Trishna ha 19 anni e vive in una remota campagna del Rajasthan. La sua famiglia non se la passa bene e lei aiuta come può. Una sera incontra Jay, un ragazzo molto ricco che gestisce alcuni alberghi per conto della sua famiglia. Quando il padre della ragazza ha un brutto incidente che lo rende impossibilitato a continuare a lavorare, Jay le propone di andare a lavorare per lui in uno dei suoi alberghi per risollevare le sorti della famiglia. Trovatasi a vivere una nuova vita lontano dal Rajasthan, Trishna cede alla corte di Jay rendendosi presto conto di aver commesso un errore. Presentato al Festival Internazionale del Film di Roma nell’ambito del Focus UK dedicato al cinema britannico, Trishna è la trasposizione in chiave contemporanea di Tess dei D’Ubervilles, il romanzo di Thomas Hardy uscito a puntate nel 1891, firmata da Micheal Winterbottom. Ambientato nell’India contemporanea tra lo splendore degli hotel di lusso, dei locali alla moda e delle case altoborghesi di Bombei e la miseria delle campagne del Rajasthan, Trishna è senza dubbio un esperimento ambizioso e carico di buone intenzioni ma che manca di centrare l’obbiettivo propostosi di una reale empatia tra lo spettatore e la protagonista. Le tristi vicende della ragazza, note ai lettori del romanzo di Hardy e agli spettatori delle sue numerose trasposizioni (ricordiamo su tutte Tess di Roman Polanski del 1979), sono in qualche modo prevedibili tutte un attimo prima che accadano. Il destino di Trishna, che ha il volto e il corpo di Frida Pinto (The Millionaire, Incontrerai l’uomi dei tuoi sogni) sembra già scritto nel momento in cui si trova ad accettare, sedotta ma titubante, l’offerta di Jay che sembra l’unica alternativa possibile tra la speranza e la miseria. Passivamente rassegnata a servire qualcuno, che sia la sua famiglia, la clientela dell’albergo o lo stesso Jay, Trishna perde progressivamente la sua identità diventando sempre meno importante agli occhi del mondo e dell’uomo del quale è innamorata che finisce per trattarla esclusivamente come oggetto sessuale non trovando per lei nessun altro ruolo se non quello di una schiava.

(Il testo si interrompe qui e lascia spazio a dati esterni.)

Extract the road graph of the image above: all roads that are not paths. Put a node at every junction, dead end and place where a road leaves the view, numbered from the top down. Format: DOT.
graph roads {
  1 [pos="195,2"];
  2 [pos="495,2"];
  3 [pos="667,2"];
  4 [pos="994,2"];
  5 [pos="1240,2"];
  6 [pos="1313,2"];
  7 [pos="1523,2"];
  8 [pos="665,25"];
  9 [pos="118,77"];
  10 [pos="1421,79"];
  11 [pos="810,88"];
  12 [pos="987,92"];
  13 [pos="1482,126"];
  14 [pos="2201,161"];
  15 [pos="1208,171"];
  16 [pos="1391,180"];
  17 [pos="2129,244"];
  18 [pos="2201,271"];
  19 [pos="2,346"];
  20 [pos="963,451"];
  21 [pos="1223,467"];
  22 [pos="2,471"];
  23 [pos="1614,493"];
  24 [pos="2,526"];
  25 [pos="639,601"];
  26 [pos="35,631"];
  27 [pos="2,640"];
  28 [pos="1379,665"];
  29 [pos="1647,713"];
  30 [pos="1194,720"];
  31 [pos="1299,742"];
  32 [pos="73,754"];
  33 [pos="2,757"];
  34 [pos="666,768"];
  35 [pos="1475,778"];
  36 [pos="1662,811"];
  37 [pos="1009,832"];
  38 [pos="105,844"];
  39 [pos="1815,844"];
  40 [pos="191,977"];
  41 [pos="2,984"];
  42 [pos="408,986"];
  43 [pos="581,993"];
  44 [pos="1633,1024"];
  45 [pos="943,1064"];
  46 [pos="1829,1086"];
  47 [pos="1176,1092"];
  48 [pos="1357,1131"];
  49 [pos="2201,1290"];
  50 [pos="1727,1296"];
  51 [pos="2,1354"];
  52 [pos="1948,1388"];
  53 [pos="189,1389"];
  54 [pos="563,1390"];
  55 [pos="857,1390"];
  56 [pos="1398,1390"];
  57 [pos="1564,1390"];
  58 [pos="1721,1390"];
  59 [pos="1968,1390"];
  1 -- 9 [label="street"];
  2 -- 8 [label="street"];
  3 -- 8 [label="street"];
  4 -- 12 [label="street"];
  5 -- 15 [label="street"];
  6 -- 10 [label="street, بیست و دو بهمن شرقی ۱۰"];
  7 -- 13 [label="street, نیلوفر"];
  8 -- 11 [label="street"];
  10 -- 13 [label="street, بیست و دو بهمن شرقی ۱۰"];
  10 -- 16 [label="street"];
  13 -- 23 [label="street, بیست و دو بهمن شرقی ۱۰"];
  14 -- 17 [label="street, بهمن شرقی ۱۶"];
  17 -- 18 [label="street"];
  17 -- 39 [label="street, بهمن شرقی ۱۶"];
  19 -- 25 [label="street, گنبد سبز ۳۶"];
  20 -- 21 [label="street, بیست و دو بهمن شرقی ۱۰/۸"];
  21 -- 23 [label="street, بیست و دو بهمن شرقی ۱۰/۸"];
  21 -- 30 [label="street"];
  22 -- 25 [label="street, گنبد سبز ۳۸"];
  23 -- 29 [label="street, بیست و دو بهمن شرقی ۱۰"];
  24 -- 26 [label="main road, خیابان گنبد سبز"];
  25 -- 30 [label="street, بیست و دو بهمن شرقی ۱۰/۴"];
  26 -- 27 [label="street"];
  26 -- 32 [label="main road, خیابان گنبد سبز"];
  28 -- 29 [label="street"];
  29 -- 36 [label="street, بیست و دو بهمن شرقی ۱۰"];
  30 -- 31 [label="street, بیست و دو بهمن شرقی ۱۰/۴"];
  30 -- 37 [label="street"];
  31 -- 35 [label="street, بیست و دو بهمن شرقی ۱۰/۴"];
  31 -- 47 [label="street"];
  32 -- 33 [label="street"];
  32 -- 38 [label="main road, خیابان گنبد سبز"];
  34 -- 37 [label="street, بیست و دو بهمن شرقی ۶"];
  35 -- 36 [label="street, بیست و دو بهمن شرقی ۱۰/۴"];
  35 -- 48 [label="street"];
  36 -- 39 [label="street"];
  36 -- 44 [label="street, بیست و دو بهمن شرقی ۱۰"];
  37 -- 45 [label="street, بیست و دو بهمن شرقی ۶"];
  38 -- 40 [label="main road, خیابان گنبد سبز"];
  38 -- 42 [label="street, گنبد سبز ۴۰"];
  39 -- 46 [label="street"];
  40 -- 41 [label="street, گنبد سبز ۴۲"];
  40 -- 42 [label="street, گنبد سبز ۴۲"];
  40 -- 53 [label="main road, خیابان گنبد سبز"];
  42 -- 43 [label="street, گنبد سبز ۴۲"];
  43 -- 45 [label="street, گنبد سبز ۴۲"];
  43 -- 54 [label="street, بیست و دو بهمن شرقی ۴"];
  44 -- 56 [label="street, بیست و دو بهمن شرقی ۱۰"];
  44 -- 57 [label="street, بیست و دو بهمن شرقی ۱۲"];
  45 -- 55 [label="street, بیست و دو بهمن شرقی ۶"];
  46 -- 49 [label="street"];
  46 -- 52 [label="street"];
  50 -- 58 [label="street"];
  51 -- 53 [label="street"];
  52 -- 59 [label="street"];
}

Michael Winterbottom, ha dichiarato in un incontro con i giornalisti che ha preceduto l’anteprima italiana del film, di aver voluto ricreare un ambiente contemporaneo che raccogliesse però lo spirito che si respira nel romanzo di Thomas Hardy, trovando proprio l’India di oggi e i cambiamenti che sta vivendo molto simili a quelli dell’Inghilterra vittoriana.
A proposito della colonna sonora composta da Shigeru Umebayashi (In the mood for love, La foresta dei pugnali volanti) ha poi spiegato: «La musica è importantissima nella realizzazione di un film, può produrre effetti e sensazioni del tutto diverse. L’India è impregnata di musica e la musica racconta proprio la storia di questo paese nella quale sacro e profano spesso si ritrovano a convivere. Abbiamo lavorato con Amit Trivedi un compositore molto famoso nell’industria cinematografica di Bollywood che ha scritto le canzoni del film che ho scelto di sottotitolare in fase di post-produzione perché costituissero degli snodi narrativi».
Rispetto ai cambiamenti fatti alla storia scritta da Thomas Hardy, Winterbottom continua: «Siamo stati inevitabilmente condizionati da quello che abbiamo visto e vissuto nei mesi trascorsi in India per le riprese; un caso emblematico è costituito dall’episodio dell’aborto di Trishna: nel romanzo Tess partorisce un bambino che muore poco dopo. In India questo sarebbe accettato in modo peggiore, e l’unica scelta è costituita da un’interruzione di gravidanza.»
Su Jay (Riz Ahmed) che nel film incarna i caratteri di Alec e di Angel, i due personaggi maschili del romanzo, il regista precisa: «Lui va in India cercando di cominciare una nuova vita, ma il suo problema è che manca completamente di fantasia, di immaginazione e soprattutto di empatia. Nel rapporto sentimentale e sessuale che ha con Trishna non si preoccupa neanche per un attimo delle conseguenze che lei dovrà patire, agisce senza la volontà di capirla.»
Sempre circa l’empatia, ad una nostra domanda sul rapporto tra i personaggi di uno dei suoi film più recenti, The killer inside me, i loro lati oscuri e le loro intenzioni paragonati a quelli di Trishna: «Quello che più amo di Hardy è la solidarietà che lui ha nei confronti dei suoi personaggi, che descrive sempre molto intimamente. In The killer inside me siamo portati ad odiare l’assassino e ciò che lui fa, ma quando Trishna commette il suo delitto noi non possiamo non capirla e comprendere il suo dolore».